After evaluating both Logistic Regression and Random Forest on the two datasets, we summarize the results and justify the preferred model based on key metrics: AUC-PR, F1 Score, and the Confusion Matrix — all crucial for imbalanced classification tasks such as fraud detection.
📊 Fraud_Data Dataset
Model	AUC-PR	F1 Score	True Positives (TP)	False Positives (FP)	False Negatives (FN)	True Negatives (TN)
Logistic Regression	0.2554	0.2753	1772	8271	1058	19122
Random Forest	0.6161	0.5785	1523	912	1307	26481

📝 Interpretation:

    Random Forest achieved a much higher AUC-PR and F1 Score, indicating better balance between precision and recall.

    It drastically reduced false positives and increased correct non-fraud classification (true negatives).

    Slightly higher false negatives are outweighed by major overall gains in performance.

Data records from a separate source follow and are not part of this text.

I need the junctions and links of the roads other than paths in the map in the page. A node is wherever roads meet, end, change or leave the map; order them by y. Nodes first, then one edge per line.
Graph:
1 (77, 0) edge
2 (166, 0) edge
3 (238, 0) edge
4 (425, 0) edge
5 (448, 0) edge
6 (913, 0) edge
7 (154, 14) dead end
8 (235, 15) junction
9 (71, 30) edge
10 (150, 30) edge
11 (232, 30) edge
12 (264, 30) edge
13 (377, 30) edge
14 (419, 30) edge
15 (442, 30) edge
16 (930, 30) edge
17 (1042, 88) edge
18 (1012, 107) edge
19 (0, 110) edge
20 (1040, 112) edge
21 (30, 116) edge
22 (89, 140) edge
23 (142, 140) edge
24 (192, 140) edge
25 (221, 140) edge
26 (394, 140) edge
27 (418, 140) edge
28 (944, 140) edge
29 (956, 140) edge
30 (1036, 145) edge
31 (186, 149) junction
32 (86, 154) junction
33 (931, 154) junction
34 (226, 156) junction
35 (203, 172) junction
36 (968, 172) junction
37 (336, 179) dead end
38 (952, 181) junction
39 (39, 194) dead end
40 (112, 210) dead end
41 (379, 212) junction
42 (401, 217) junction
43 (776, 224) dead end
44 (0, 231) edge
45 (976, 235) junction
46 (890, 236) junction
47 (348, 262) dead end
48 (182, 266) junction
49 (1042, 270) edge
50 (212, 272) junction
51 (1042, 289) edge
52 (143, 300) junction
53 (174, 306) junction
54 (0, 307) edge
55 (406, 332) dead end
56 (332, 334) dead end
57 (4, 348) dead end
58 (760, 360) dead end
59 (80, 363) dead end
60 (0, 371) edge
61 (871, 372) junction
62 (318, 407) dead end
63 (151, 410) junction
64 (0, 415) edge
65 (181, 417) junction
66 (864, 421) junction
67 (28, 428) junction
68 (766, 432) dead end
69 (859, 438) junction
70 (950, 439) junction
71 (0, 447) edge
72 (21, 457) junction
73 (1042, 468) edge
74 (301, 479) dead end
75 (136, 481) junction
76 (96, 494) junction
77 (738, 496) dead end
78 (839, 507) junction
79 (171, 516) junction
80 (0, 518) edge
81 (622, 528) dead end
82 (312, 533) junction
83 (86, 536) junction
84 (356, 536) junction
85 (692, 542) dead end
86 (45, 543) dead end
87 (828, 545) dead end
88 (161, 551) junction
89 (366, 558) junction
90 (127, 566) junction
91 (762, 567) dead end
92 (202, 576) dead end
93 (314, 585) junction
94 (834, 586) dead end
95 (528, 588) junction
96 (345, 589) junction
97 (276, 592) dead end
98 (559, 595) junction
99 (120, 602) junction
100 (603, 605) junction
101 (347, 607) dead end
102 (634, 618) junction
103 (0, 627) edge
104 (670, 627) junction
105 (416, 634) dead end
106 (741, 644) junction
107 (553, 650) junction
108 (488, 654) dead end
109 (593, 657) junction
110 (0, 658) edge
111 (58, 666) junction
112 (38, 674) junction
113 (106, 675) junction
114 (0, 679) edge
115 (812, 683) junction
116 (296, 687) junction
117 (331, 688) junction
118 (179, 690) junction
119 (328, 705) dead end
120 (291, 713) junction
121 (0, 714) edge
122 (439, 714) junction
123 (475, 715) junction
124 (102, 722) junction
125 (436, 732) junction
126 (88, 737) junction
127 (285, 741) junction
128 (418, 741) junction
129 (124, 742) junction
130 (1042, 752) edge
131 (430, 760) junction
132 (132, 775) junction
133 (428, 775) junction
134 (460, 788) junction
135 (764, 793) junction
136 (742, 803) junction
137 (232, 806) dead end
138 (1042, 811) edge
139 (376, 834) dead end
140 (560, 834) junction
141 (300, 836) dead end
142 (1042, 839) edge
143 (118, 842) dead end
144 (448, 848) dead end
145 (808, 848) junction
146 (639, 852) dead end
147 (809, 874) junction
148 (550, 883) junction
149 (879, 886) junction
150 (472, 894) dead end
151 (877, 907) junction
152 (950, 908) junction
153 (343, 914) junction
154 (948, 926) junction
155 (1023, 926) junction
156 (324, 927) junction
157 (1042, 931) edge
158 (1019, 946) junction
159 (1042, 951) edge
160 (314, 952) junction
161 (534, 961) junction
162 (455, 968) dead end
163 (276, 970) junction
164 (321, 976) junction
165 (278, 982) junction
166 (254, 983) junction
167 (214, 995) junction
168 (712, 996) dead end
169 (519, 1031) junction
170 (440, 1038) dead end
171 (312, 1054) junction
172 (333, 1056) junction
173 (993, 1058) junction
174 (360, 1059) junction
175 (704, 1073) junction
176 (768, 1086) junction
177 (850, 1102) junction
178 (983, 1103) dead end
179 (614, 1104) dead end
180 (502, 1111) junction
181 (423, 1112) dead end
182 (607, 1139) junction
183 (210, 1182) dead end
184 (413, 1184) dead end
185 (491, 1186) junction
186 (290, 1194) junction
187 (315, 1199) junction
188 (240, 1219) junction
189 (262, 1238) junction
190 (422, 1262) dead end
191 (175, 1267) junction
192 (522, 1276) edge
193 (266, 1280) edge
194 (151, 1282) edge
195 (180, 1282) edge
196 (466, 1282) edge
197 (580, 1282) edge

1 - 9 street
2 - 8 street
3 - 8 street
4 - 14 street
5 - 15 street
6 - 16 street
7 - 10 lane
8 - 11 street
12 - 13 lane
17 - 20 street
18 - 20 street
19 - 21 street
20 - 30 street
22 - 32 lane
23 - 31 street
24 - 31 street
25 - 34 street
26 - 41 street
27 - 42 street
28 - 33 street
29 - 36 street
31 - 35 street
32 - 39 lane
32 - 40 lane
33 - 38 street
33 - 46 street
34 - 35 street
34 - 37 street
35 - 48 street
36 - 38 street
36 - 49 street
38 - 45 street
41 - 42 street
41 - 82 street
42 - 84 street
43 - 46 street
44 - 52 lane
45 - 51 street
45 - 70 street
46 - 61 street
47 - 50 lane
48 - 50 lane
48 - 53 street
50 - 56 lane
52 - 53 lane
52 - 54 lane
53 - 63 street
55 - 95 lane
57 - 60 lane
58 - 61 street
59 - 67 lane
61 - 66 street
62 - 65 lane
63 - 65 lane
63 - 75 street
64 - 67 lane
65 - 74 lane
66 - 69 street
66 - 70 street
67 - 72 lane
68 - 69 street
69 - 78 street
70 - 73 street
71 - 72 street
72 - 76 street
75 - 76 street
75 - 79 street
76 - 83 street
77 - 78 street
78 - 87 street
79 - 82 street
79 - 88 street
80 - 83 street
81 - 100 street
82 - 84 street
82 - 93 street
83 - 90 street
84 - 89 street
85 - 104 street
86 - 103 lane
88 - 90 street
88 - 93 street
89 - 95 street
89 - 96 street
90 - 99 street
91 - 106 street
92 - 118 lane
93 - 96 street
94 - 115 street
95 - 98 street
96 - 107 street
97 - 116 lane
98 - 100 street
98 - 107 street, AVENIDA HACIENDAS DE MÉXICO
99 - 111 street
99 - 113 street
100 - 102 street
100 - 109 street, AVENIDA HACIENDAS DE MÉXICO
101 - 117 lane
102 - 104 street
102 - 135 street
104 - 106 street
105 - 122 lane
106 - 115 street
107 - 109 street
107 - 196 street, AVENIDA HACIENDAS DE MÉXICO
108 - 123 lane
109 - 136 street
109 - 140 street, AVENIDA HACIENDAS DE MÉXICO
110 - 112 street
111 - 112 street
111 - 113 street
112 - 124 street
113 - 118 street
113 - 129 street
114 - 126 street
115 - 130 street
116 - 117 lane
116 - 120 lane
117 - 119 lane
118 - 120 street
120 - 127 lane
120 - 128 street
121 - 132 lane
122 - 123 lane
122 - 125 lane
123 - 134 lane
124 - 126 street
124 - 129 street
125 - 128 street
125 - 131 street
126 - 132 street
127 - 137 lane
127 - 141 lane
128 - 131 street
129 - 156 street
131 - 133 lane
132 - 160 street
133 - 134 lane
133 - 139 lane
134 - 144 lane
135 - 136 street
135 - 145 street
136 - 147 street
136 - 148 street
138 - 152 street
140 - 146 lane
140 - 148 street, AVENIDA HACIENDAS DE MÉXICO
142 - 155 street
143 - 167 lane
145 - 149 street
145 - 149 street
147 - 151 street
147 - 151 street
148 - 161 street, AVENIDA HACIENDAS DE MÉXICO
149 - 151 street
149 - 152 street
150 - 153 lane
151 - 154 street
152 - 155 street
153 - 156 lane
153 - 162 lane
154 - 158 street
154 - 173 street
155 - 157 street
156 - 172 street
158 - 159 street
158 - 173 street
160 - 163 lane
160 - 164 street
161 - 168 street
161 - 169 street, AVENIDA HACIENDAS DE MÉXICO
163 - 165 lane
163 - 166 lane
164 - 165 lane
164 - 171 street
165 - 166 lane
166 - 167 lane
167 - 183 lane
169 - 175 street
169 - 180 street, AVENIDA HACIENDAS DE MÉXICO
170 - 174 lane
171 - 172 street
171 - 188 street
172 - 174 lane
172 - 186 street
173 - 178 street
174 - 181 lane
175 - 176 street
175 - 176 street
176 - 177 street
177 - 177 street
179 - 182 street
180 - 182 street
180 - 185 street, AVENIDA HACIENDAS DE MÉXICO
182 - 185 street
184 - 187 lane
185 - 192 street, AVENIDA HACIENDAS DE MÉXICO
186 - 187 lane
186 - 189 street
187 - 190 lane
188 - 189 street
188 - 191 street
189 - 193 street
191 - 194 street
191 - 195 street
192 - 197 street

✅ Best Model: Random Forest (due to stronger fraud detection performance)
📊 Credit_Card Dataset
Model	AUC-PR	F1 Score	True Positives (TP)	False Positives (FP)	False Negatives (FN)	True Negatives (TN)
Logistic Regression	0.7150	0.1002	83	1479	12	55172
Random Forest	—	0.8276	72	7	23	56644

📝 Interpretation:

    Logistic Regression had a decent AUC-PR, but a very low F1 Score, indicating poor performance on identifying frauds.

    Random Forest achieved an excellent F1 Score (0.8276) with extremely low misclassification (only 7 FP and 23 FN).

    This indicates strong generalization and practical usability in high-risk domains.

✅ Best Model: Random Forest (clear dominance in classification effectiveness)
🏁 Final Recommendation

Across both datasets:

    ✅ Random Forest consistently delivers superior performance in detecting fraud.

    ⚖️ Logistic Regression offers interpretability, but fails to meet performance needs for imbalanced fraud detection tasks.

    🔐 Recommended Model for Deployment:
    Random Forest Classifier, due to its strong precision-recall balance, low error rates, and robust generalization across both datasets.